Позже в “Мертвых душах” Гоголь воспользуется типами помещиков, выведенных в романе “Иван Выжигин”, один из которых пьяница и гуляка, разбазаривающий свое добро (Глаздурин — у Булгарина, у Гоголя — Ноздрев), а другой — образцовый хозяин, умножающий крестьянское и личное богатство (у Булгарина — Россиянинов, у Гоголя — Костанжогло).

Надо сказать, что Булгарин неплохо знал русскую фактографию и, будучи совершенно далек от поэтической фантазии, всякий раз укорял своих коллег в просчетах против действительности. Гоголю он ставил в вину сказочный прием, оказанный Хлестакову, у которого не спросили даже подорожной — то есть документа, удостоверяющего его чин и личность, Пушкину — что тот не показал в “Путешествии в Арзрум” и в “Онегине” ни одного героического русского человека, которых так много в жизни. Булгарин писал, что действие “Ревизора” происходит на “Сэндвичевых островах”, а не в России, что же касается “Мертвых душ”, то в них все вранье: крестьян можно приобретать без земли, но “закладывать их в ломбард” без земли (как это делает Чичиков) запрещено законом.

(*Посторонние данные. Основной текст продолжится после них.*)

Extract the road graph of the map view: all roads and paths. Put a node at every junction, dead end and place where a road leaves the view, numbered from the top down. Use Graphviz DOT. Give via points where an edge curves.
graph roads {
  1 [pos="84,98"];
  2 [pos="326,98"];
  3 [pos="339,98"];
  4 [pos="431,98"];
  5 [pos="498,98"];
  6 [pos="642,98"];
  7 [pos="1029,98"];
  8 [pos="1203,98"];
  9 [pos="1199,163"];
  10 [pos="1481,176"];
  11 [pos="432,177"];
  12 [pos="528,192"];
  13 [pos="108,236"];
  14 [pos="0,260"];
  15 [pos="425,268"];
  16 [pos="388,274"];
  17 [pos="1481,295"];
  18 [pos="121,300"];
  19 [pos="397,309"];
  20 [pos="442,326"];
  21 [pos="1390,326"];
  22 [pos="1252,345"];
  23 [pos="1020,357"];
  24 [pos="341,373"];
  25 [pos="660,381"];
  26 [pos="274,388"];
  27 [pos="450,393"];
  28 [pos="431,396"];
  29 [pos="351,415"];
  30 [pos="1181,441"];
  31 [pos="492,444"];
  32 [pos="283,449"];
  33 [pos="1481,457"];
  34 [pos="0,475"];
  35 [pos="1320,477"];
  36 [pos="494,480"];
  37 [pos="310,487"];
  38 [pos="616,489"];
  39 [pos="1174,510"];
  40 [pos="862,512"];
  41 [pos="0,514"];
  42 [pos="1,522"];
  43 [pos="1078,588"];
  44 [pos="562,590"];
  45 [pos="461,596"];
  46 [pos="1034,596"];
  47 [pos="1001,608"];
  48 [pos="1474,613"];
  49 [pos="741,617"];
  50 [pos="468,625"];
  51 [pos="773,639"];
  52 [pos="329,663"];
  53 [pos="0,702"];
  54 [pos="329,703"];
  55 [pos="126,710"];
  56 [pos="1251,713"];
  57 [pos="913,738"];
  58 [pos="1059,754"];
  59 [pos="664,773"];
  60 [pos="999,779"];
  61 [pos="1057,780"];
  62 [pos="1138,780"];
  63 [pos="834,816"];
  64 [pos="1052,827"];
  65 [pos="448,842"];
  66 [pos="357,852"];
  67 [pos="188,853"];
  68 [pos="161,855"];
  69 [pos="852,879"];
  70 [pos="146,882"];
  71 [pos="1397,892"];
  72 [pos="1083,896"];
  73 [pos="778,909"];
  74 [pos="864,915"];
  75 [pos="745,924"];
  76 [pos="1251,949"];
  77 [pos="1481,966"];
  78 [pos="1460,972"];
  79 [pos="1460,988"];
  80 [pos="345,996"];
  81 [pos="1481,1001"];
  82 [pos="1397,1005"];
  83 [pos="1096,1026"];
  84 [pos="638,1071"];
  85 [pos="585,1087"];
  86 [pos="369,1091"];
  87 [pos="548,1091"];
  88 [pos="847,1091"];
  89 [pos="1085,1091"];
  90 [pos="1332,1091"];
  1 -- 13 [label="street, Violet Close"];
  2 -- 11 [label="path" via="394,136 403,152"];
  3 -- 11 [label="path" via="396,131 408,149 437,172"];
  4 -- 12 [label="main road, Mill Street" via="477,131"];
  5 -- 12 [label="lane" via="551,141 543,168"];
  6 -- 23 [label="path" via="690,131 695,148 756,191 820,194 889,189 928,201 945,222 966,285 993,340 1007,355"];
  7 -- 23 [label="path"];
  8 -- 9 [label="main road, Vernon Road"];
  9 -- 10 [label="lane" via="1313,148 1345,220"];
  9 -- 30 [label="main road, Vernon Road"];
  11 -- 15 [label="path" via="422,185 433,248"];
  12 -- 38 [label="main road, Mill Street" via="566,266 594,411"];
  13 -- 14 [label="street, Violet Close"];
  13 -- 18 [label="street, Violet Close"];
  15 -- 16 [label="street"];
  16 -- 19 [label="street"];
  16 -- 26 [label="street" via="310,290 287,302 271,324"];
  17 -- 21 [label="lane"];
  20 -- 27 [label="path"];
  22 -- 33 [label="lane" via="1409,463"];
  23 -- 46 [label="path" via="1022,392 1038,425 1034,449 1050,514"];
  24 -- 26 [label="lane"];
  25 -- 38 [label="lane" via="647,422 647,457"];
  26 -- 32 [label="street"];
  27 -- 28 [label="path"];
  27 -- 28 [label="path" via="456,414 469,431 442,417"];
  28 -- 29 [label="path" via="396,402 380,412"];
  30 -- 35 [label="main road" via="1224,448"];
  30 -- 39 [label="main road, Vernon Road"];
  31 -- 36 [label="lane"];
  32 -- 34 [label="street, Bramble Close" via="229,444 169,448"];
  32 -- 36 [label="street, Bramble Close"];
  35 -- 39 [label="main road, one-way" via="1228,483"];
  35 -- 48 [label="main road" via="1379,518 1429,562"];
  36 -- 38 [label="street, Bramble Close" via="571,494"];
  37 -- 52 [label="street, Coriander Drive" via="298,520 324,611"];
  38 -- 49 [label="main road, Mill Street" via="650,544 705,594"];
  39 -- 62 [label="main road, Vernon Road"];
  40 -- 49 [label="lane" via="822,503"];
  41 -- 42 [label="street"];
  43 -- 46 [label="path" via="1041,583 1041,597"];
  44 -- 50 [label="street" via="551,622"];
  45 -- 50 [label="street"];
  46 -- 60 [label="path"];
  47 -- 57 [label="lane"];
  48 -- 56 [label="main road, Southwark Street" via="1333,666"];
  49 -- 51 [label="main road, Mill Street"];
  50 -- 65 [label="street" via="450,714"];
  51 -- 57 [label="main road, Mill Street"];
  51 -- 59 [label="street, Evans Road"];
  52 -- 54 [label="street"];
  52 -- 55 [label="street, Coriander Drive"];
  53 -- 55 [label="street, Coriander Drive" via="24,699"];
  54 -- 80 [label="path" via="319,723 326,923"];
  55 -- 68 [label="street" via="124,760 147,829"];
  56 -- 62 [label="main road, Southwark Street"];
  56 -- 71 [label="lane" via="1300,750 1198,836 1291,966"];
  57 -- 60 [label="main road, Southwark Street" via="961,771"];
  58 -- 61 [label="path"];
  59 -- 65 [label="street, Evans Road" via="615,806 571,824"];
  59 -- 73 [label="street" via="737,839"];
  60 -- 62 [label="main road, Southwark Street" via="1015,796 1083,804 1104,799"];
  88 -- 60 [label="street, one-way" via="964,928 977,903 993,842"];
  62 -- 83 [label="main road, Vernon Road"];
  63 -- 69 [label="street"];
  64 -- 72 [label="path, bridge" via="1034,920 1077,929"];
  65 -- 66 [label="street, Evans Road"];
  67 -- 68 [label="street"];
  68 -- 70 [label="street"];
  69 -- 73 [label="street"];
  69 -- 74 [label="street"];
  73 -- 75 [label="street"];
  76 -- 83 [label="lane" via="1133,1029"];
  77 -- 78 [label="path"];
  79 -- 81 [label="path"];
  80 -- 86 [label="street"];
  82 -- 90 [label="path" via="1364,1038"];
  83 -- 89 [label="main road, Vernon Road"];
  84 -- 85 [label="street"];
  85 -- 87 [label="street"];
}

На Пушкина Булгарин давно точил зуб — с тех пор, как их отношения, вначале бывшие вполне сносными, охладились. Еще в феврале 1824 года Пушкин писал Булгарину: “Вы принадлежите к малому числу тех литераторов, коих порицания или похвалы могут быть и должны быть уважаемы”. А через несколько лет — по выходе в свет “Ивана Выжигина” — он бросает ему в лицо:

Не то беда, Авдей Флюгарин,
Что родом ты не русский барин,
Что на Парнасе ты цыган,
Что в свете ты Видок Фиглярин:
Беда, что скучен твой роман.

Разъясним читателю, что “Авдей Флюгарин” — один из псевдонимов Булгарина, хотя и придуманный им самим, но весьма двусмысленный, ибо “флюгер” — это флажок, который изменяет свое положение в связи с направлением ветра. Но далее идут еще более обидные аналогии: Пушкин называет Булгарина фигляром — то есть шутом, — цыганом на Парнасе и Видоком (Видок  — имя парижского полицейского сыщика). Видок — не что иное, как намек на стукачество Булгарина, на его услуги, оказываемые III Отделению Его Величества Императорской канцелярии и лично графу Бенкендорфу. Под сомнение ставятся не только литературные способности автора скучного романа (имеется в виду “Иван Выжигин”), но и его порядочность.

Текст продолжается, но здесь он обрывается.